Aim of the task: Every line of the data should be output word for word.

Data for the task:
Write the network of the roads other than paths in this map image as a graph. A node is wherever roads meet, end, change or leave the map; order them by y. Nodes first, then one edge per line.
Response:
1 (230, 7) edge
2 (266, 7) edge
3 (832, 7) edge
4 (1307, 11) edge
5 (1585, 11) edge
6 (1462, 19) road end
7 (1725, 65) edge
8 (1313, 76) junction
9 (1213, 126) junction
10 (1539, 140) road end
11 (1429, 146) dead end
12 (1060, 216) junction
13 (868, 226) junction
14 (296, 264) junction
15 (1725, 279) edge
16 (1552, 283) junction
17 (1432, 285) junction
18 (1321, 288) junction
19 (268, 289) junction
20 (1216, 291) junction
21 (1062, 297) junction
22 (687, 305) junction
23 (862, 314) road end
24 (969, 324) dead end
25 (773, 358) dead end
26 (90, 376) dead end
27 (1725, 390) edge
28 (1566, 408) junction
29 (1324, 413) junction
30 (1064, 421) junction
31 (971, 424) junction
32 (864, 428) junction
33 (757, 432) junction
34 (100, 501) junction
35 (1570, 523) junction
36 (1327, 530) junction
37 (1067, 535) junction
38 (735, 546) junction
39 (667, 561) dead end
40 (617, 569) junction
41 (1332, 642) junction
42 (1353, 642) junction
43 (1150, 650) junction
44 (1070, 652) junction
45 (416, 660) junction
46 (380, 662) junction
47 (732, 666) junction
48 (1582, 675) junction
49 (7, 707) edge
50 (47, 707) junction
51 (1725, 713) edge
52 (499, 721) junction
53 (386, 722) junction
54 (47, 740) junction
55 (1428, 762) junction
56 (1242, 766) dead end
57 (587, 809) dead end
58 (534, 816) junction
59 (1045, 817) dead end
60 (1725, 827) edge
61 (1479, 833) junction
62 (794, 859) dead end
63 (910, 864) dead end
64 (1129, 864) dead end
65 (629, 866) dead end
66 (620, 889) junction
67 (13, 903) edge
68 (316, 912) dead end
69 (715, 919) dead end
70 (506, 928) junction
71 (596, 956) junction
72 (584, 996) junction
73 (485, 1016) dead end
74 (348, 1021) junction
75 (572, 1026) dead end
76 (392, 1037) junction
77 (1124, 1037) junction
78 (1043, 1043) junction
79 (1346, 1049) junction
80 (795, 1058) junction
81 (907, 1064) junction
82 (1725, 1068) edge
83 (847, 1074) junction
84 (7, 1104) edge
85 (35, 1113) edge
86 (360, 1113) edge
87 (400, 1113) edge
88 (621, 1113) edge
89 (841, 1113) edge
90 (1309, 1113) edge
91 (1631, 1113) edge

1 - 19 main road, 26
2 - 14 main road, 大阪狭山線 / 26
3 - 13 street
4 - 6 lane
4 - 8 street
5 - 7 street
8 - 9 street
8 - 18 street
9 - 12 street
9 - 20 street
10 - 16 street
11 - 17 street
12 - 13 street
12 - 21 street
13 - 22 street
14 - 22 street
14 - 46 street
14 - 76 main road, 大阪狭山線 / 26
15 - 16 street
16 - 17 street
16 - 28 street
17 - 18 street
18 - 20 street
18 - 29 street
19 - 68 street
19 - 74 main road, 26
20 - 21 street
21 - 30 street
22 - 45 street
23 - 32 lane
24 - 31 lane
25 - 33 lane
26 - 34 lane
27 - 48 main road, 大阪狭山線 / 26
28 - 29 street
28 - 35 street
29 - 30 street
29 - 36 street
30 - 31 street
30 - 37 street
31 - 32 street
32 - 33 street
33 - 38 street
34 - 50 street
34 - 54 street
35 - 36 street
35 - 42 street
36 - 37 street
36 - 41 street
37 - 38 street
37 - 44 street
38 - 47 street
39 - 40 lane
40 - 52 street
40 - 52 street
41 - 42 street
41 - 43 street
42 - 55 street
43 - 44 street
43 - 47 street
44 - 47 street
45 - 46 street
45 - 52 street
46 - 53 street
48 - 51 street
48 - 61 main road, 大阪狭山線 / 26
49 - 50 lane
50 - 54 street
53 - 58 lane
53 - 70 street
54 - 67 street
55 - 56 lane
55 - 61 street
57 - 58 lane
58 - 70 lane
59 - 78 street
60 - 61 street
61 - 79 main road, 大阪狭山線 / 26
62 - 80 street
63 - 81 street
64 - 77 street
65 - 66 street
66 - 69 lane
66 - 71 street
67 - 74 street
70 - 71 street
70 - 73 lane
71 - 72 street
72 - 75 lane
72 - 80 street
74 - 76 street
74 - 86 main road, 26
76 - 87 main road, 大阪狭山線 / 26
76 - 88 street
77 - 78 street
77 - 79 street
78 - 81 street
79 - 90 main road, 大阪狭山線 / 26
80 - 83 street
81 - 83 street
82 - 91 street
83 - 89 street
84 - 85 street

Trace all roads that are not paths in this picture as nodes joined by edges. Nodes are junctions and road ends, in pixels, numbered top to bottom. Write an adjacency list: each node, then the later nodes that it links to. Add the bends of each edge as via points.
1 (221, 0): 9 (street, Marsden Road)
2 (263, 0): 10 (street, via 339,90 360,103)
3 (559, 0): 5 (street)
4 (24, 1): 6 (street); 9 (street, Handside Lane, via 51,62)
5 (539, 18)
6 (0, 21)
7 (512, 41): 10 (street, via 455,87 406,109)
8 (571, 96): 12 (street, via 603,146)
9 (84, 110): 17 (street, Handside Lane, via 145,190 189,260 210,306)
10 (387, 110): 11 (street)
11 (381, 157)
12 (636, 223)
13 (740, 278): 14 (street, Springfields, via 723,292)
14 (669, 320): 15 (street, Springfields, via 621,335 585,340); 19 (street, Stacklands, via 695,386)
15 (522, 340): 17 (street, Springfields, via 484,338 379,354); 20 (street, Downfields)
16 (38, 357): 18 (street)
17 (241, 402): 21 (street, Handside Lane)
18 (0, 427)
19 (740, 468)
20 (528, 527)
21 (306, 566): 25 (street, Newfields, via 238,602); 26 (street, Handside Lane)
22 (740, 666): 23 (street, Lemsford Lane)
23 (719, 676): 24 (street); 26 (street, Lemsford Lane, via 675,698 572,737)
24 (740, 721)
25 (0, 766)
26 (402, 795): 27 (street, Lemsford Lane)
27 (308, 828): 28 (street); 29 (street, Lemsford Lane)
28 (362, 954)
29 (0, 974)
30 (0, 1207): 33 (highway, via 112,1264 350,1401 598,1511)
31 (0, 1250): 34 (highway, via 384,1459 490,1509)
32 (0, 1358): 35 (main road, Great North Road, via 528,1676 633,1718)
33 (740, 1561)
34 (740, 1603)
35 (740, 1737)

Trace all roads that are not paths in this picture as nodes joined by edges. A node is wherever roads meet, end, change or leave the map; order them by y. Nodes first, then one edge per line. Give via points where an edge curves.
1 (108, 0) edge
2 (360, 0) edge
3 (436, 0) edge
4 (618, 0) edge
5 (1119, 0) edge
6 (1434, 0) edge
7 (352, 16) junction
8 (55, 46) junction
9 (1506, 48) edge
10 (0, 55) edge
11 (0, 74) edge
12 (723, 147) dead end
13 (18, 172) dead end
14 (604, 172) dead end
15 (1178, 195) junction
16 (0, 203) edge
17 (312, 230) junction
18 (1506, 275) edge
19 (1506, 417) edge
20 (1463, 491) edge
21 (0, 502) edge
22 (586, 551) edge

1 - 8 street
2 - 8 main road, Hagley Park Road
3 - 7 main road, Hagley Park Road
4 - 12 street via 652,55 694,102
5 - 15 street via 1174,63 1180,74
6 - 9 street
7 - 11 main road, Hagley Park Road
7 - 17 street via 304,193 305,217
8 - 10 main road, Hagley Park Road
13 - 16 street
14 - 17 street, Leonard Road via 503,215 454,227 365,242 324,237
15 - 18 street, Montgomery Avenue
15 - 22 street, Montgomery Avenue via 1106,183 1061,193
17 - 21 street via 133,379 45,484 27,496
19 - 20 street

Final answer:
Write the network of the roads other than paths in this map image as a graph. A node is wherever roads meet, end, change or leave the map; order them by y. Nodes first, then one edge per line.
Response:
1 (230, 7) edge
2 (266, 7) edge
3 (832, 7) edge
4 (1307, 11) edge
5 (1585, 11) edge
6 (1462, 19) road end
7 (1725, 65) edge
8 (1313, 76) junction
9 (1213, 126) junction
10 (1539, 140) road end
11 (1429, 146) dead end
12 (1060, 216) junction
13 (868, 226) junction
14 (296, 264) junction
15 (1725, 279) edge
16 (1552, 283) junction
17 (1432, 285) junction
18 (1321, 288) junction
19 (268, 289) junction
20 (1216, 291) junction
21 (1062, 297) junction
22 (687, 305) junction
23 (862, 314) road end
24 (969, 324) dead end
25 (773, 358) dead end
26 (90, 376) dead end
27 (1725, 390) edge
28 (1566, 408) junction
29 (1324, 413) junction
30 (1064, 421) junction
31 (971, 424) junction
32 (864, 428) junction
33 (757, 432) junction
34 (100, 501) junction
35 (1570, 523) junction
36 (1327, 530) junction
37 (1067, 535) junction
38 (735, 546) junction
39 (667, 561) dead end
40 (617, 569) junction
41 (1332, 642) junction
42 (1353, 642) junction
43 (1150, 650) junction
44 (1070, 652) junction
45 (416, 660) junction
46 (380, 662) junction
47 (732, 666) junction
48 (1582, 675) junction
49 (7, 707) edge
50 (47, 707) junction
51 (1725, 713) edge
52 (499, 721) junction
53 (386, 722) junction
54 (47, 740) junction
55 (1428, 762) junction
56 (1242, 766) dead end
57 (587, 809) dead end
58 (534, 816) junction
59 (1045, 817) dead end
60 (1725, 827) edge
61 (1479, 833) junction
62 (794, 859) dead end
63 (910, 864) dead end
64 (1129, 864) dead end
65 (629, 866) dead end
66 (620, 889) junction
67 (13, 903) edge
68 (316, 912) dead end
69 (715, 919) dead end
70 (506, 928) junction
71 (596, 956) junction
72 (584, 996) junction
73 (485, 1016) dead end
74 (348, 1021) junction
75 (572, 1026) dead end
76 (392, 1037) junction
77 (1124, 1037) junction
78 (1043, 1043) junction
79 (1346, 1049) junction
80 (795, 1058) junction
81 (907, 1064) junction
82 (1725, 1068) edge
83 (847, 1074) junction
84 (7, 1104) edge
85 (35, 1113) edge
86 (360, 1113) edge
87 (400, 1113) edge
88 (621, 1113) edge
89 (841, 1113) edge
90 (1309, 1113) edge
91 (1631, 1113) edge

1 - 19 main road, 26
2 - 14 main road, 大阪狭山線 / 26
3 - 13 street
4 - 6 lane
4 - 8 street
5 - 7 street
8 - 9 street
8 - 18 street
9 - 12 street
9 - 20 street
10 - 16 street
11 - 17 street
12 - 13 street
12 - 21 street
13 - 22 street
14 - 22 street
14 - 46 street
14 - 76 main road, 大阪狭山線 / 26
15 - 16 street
16 - 17 street
16 - 28 street
17 - 18 street
18 - 20 street
18 - 29 street
19 - 68 street
19 - 74 main road, 26
20 - 21 street
21 - 30 street
22 - 45 street
23 - 32 lane
24 - 31 lane
25 - 33 lane
26 - 34 lane
27 - 48 main road, 大阪狭山線 / 26
28 - 29 street
28 - 35 street
29 - 30 street
29 - 36 street
30 - 31 street
30 - 37 street
31 - 32 street
32 - 33 street
33 - 38 street
34 - 50 street
34 - 54 street
35 - 36 street
35 - 42 street
36 - 37 street
36 - 41 street
37 - 38 street
37 - 44 street
38 - 47 street
39 - 40 lane
40 - 52 street
40 - 52 street
41 - 42 street
41 - 43 street
42 - 55 street
43 - 44 street
43 - 47 street
44 - 47 street
45 - 46 street
45 - 52 street
46 - 53 street
48 - 51 street
48 - 61 main road, 大阪狭山線 / 26
49 - 50 lane
50 - 54 street
53 - 58 lane
53 - 70 street
54 - 67 street
55 - 56 lane
55 - 61 street
57 - 58 lane
58 - 70 lane
59 - 78 street
60 - 61 street
61 - 79 main road, 大阪狭山線 / 26
62 - 80 street
63 - 81 street
64 - 77 street
65 - 66 street
66 - 69 lane
66 - 71 street
67 - 74 street
70 - 71 street
70 - 73 lane
71 - 72 street
72 - 75 lane
72 - 80 street
74 - 76 street
74 - 86 main road, 26
76 - 87 main road, 大阪狭山線 / 26
76 - 88 street
77 - 78 street
77 - 79 street
78 - 81 street
79 - 90 main road, 大阪狭山線 / 26
80 - 83 street
81 - 83 street
82 - 91 street
83 - 89 street
84 - 85 street

Trace all roads that are not paths in this picture as nodes joined by edges. Nodes are junctions and road ends, in pixels, numbered top to bottom. Write an adjacency list: each node, then the later nodes that it links to. Add the bends of each edge as via points.
1 (221, 0): 9 (street, Marsden Road)
2 (263, 0): 10 (street, via 339,90 360,103)
3 (559, 0): 5 (street)
4 (24, 1): 6 (street); 9 (street, Handside Lane, via 51,62)
5 (539, 18)
6 (0, 21)
7 (512, 41): 10 (street, via 455,87 406,109)
8 (571, 96): 12 (street, via 603,146)
9 (84, 110): 17 (street, Handside Lane, via 145,190 189,260 210,306)
10 (387, 110): 11 (street)
11 (381, 157)
12 (636, 223)
13 (740, 278): 14 (street, Springfields, via 723,292)
14 (669, 320): 15 (street, Springfields, via 621,335 585,340); 19 (street, Stacklands, via 695,386)
15 (522, 340): 17 (street, Springfields, via 484,338 379,354); 20 (street, Downfields)
16 (38, 357): 18 (street)
17 (241, 402): 21 (street, Handside Lane)
18 (0, 427)
19 (740, 468)
20 (528, 527)
21 (306, 566): 25 (street, Newfields, via 238,602); 26 (street, Handside Lane)
22 (740, 666): 23 (street, Lemsford Lane)
23 (719, 676): 24 (street); 26 (street, Lemsford Lane, via 675,698 572,737)
24 (740, 721)
25 (0, 766)
26 (402, 795): 27 (street, Lemsford Lane)
27 (308, 828): 28 (street); 29 (street, Lemsford Lane)
28 (362, 954)
29 (0, 974)
30 (0, 1207): 33 (highway, via 112,1264 350,1401 598,1511)
31 (0, 1250): 34 (highway, via 384,1459 490,1509)
32 (0, 1358): 35 (main road, Great North Road, via 528,1676 633,1718)
33 (740, 1561)
34 (740, 1603)
35 (740, 1737)

Trace all roads that are not paths in this picture as nodes joined by edges. A node is wherever roads meet, end, change or leave the map; order them by y. Nodes first, then one edge per line. Give via points where an edge curves.
1 (108, 0) edge
2 (360, 0) edge
3 (436, 0) edge
4 (618, 0) edge
5 (1119, 0) edge
6 (1434, 0) edge
7 (352, 16) junction
8 (55, 46) junction
9 (1506, 48) edge
10 (0, 55) edge
11 (0, 74) edge
12 (723, 147) dead end
13 (18, 172) dead end
14 (604, 172) dead end
15 (1178, 195) junction
16 (0, 203) edge
17 (312, 230) junction
18 (1506, 275) edge
19 (1506, 417) edge
20 (1463, 491) edge
21 (0, 502) edge
22 (586, 551) edge

1 - 8 street
2 - 8 main road, Hagley Park Road
3 - 7 main road, Hagley Park Road
4 - 12 street via 652,55 694,102
5 - 15 street via 1174,63 1180,74
6 - 9 street
7 - 11 main road, Hagley Park Road
7 - 17 street via 304,193 305,217
8 - 10 main road, Hagley Park Road
13 - 16 street
14 - 17 street, Leonard Road via 503,215 454,227 365,242 324,237
15 - 18 street, Montgomery Avenue
15 - 22 street, Montgomery Avenue via 1106,183 1061,193
17 - 21 street via 133,379 45,484 27,496
19 - 20 street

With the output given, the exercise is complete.